Some patients who have eating disorders will also have other addictive tendencies beyond the common cross-addictions of work; exercise, shopping and spending that form the "nurturant of self" group. They may also have some characteristics of the "hedonistic" group (alcohol, recreational drugs, prescription drugs, nicotine, caffeine, gambling and risk-taking, sex and love addiction). Other patients may have significant scores on the compulsive helping and relationship addiction questionnaires. Some may have widespread addictive behaviour across all three groups. In our experience of treating over three thousand inpatients over the last seventeen years, we find that the broader the range of addictive tendencies and the higher the scores within each individual addictive outlet, the higher the frequency of relapse.
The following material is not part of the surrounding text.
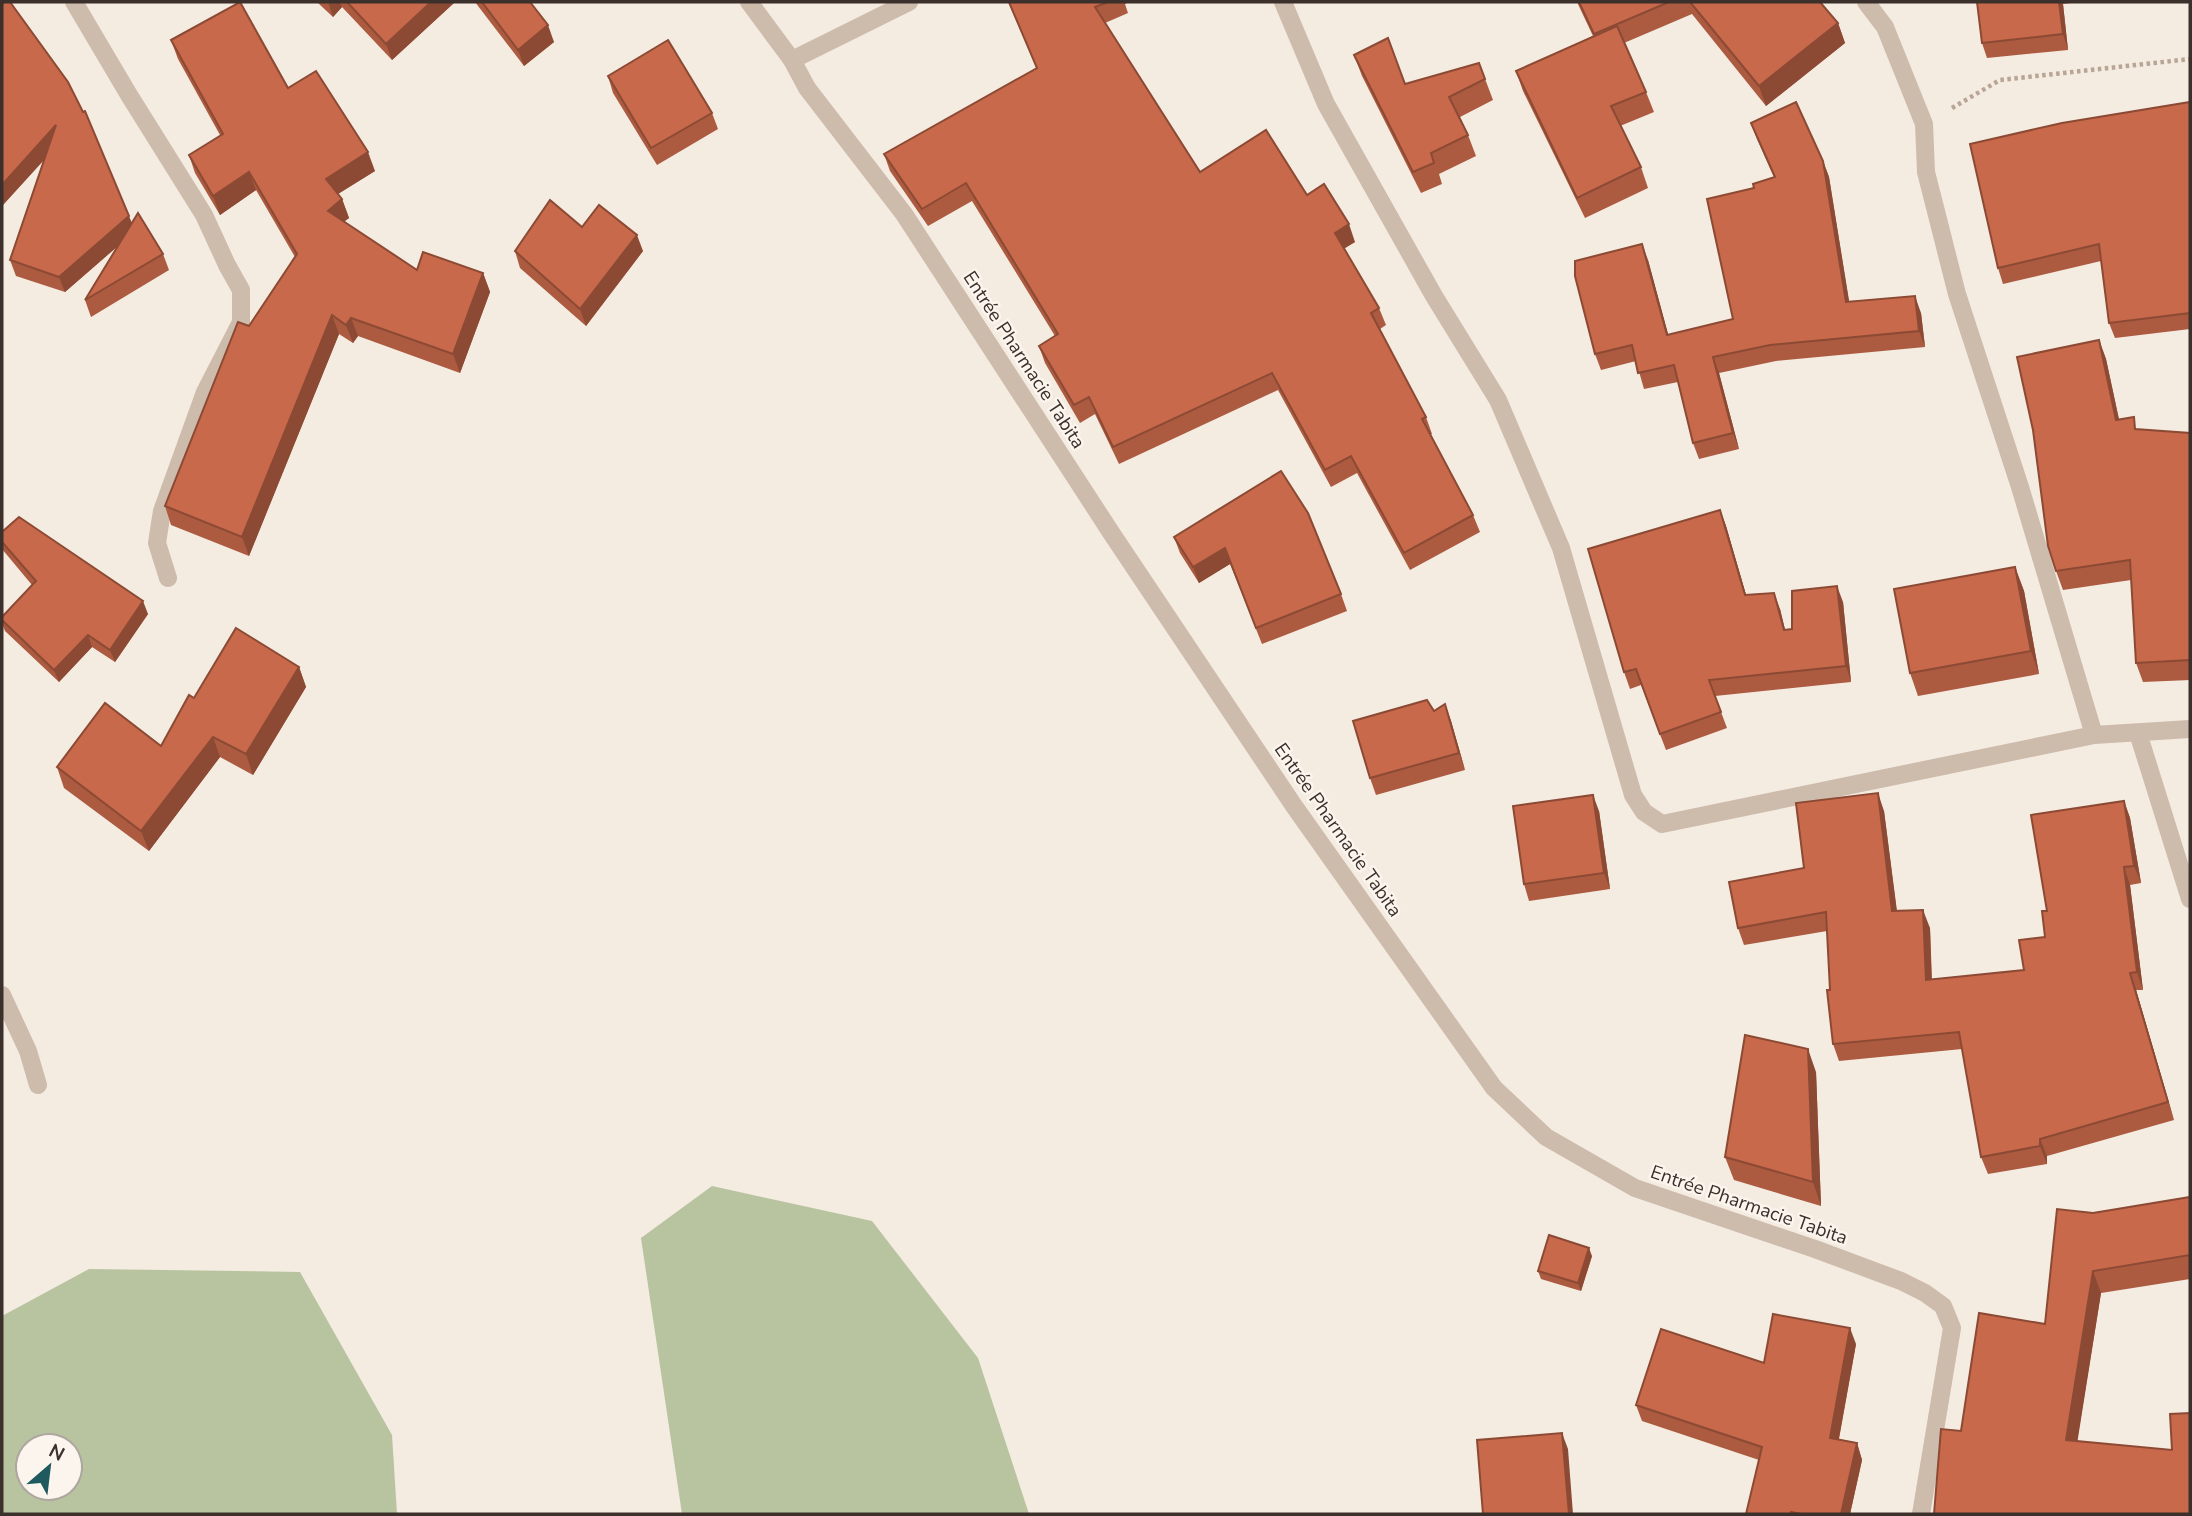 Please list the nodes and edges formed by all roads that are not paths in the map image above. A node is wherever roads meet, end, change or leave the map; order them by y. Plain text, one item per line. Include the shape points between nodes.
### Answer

This is not surprising but it emphasises the need to look at all addictive tendencies right at the start if one is to give these patients the best opportunity of recovery when they first enter treatment. What does interest me is the relative intensity of one addictive outlet compared with others. If all have the same cut-off point of twenty points for clinical significance, it enables patients to see immediately that they are at risk of relapse unless they look at all their significant addictive outlets. Leaving an addictive tendency unattended means that the underlying neurotransmission disease is being ineffectively addressed and will be perpetuated in one form or another, if not through its original addictive outlet. Patients who suffer recurrent relapses inevitably become dispirited - as will their counsellors - and they deserve better than that. Ignoring nicotine addiction - on the grounds that it can be dealt with later - or stimulating a prescription drug addiction by prescribing antidepressants, on the grounds that these drugs help patients to be more functional, is fundamentally misconceived.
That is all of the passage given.